Data supplied
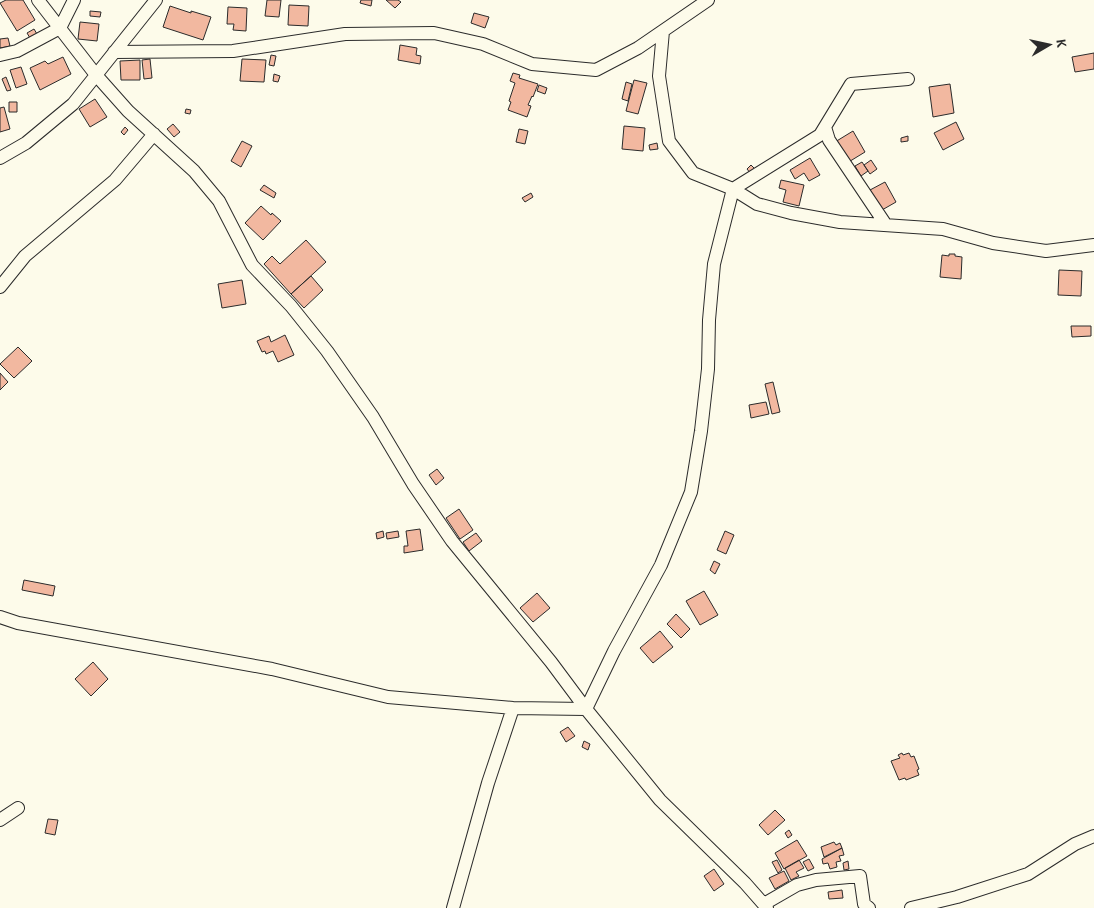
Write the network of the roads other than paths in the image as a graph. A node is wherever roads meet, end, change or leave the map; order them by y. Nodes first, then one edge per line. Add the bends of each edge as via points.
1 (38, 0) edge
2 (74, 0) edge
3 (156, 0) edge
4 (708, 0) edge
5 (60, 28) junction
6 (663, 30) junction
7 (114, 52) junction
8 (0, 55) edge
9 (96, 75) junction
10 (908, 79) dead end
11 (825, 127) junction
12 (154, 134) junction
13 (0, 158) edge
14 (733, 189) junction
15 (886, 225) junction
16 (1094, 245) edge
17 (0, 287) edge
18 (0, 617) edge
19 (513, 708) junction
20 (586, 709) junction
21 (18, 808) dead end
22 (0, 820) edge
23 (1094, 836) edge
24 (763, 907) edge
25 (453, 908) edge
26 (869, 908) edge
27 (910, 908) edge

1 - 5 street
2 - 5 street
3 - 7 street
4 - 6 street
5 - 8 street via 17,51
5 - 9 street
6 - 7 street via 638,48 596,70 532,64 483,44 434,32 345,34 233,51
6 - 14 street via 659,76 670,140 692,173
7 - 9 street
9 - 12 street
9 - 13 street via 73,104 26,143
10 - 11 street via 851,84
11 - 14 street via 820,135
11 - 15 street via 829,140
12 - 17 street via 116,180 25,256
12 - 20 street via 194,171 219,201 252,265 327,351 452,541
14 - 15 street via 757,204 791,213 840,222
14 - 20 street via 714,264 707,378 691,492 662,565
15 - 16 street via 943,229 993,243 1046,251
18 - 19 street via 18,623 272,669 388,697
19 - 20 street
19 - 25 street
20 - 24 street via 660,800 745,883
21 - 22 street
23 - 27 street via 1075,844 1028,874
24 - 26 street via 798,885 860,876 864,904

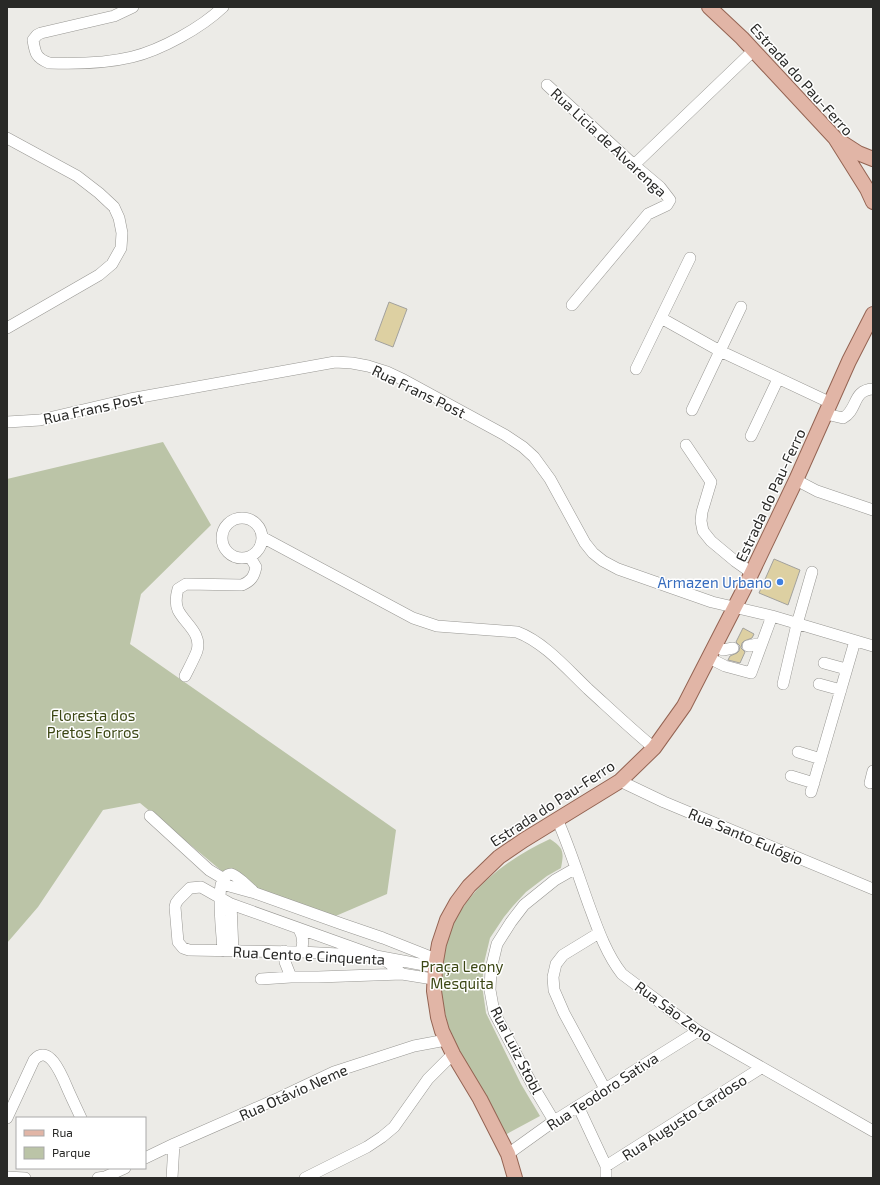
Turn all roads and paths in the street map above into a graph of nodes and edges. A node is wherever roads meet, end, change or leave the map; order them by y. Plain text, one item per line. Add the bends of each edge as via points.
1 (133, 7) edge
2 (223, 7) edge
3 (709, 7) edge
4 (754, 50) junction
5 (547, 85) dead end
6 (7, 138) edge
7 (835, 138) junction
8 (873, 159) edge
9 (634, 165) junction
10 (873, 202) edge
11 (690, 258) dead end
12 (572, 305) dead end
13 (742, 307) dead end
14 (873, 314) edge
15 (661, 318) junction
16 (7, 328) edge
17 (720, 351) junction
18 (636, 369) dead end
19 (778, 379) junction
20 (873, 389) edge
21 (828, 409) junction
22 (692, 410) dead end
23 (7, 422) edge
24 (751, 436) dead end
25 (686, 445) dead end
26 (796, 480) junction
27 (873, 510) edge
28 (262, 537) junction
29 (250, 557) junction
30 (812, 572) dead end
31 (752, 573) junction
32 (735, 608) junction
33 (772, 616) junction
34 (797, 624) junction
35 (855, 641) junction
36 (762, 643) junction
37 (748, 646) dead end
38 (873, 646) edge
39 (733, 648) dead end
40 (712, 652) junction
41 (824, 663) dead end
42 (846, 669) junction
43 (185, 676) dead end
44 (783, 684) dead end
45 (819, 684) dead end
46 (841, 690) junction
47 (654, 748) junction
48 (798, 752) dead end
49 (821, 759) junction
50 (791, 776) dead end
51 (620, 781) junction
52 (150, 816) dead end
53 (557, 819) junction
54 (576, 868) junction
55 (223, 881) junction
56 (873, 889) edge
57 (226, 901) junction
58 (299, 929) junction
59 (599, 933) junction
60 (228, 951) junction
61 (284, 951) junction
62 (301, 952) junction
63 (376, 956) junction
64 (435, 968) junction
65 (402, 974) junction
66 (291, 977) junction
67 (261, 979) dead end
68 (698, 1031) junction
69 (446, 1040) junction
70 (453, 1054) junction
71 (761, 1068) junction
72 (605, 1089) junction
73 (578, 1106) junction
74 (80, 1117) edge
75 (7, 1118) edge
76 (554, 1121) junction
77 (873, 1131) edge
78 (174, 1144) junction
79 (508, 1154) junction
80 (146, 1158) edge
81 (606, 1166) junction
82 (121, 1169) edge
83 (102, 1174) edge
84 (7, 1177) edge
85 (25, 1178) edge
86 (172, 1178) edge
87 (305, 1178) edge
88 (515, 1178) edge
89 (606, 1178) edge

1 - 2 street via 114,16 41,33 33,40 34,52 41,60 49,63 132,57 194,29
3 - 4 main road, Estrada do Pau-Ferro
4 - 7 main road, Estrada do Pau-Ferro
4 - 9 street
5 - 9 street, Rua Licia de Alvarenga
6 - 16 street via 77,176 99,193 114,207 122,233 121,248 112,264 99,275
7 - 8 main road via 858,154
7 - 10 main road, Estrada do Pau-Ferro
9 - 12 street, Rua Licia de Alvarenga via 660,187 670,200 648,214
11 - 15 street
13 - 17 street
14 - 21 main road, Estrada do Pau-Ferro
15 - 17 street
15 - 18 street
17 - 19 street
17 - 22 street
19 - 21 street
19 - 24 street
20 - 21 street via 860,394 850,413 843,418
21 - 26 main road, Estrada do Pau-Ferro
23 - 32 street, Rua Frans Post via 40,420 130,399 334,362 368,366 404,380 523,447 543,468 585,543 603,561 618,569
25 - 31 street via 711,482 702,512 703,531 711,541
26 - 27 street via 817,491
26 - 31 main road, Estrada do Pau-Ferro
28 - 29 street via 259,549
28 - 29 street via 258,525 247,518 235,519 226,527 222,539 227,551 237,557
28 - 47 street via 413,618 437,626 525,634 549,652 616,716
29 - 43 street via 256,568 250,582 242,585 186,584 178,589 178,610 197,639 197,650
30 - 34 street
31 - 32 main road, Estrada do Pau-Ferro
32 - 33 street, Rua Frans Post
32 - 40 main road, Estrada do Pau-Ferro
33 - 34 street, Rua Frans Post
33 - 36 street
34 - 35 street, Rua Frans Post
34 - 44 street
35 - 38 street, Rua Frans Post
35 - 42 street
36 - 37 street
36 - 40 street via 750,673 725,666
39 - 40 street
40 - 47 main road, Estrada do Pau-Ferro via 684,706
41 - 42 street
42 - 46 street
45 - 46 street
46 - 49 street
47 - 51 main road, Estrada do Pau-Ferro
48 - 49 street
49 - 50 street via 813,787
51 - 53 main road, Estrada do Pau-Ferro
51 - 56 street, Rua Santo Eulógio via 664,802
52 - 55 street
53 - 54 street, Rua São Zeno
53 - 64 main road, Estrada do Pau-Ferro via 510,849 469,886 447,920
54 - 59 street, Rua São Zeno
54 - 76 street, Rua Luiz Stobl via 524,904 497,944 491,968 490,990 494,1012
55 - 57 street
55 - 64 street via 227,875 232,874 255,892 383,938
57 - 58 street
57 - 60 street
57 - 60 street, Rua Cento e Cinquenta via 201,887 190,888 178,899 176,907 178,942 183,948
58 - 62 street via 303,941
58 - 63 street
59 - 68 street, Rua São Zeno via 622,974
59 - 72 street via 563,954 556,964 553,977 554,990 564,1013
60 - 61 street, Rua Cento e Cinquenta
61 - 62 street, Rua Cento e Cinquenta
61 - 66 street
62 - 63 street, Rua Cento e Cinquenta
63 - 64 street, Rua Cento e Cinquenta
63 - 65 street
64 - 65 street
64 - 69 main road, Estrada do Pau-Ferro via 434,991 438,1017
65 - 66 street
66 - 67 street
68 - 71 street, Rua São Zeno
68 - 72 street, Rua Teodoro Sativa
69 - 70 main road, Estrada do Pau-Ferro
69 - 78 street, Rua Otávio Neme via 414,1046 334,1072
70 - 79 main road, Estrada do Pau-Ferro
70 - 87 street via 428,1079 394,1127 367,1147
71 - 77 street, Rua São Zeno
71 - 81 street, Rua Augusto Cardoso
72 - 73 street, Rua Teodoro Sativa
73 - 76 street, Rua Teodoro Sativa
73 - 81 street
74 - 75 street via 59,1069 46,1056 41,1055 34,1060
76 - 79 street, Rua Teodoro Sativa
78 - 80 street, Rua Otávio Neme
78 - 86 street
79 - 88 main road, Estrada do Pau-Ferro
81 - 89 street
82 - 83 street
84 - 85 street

Activity
Lines in the material above that include the string "Teodoro" should be listed.

Exercise answer
68 - 72 street, Rua Teodoro Sativa
72 - 73 street, Rua Teodoro Sativa
73 - 76 street, Rua Teodoro Sativa
76 - 79 street, Rua Teodoro Sativa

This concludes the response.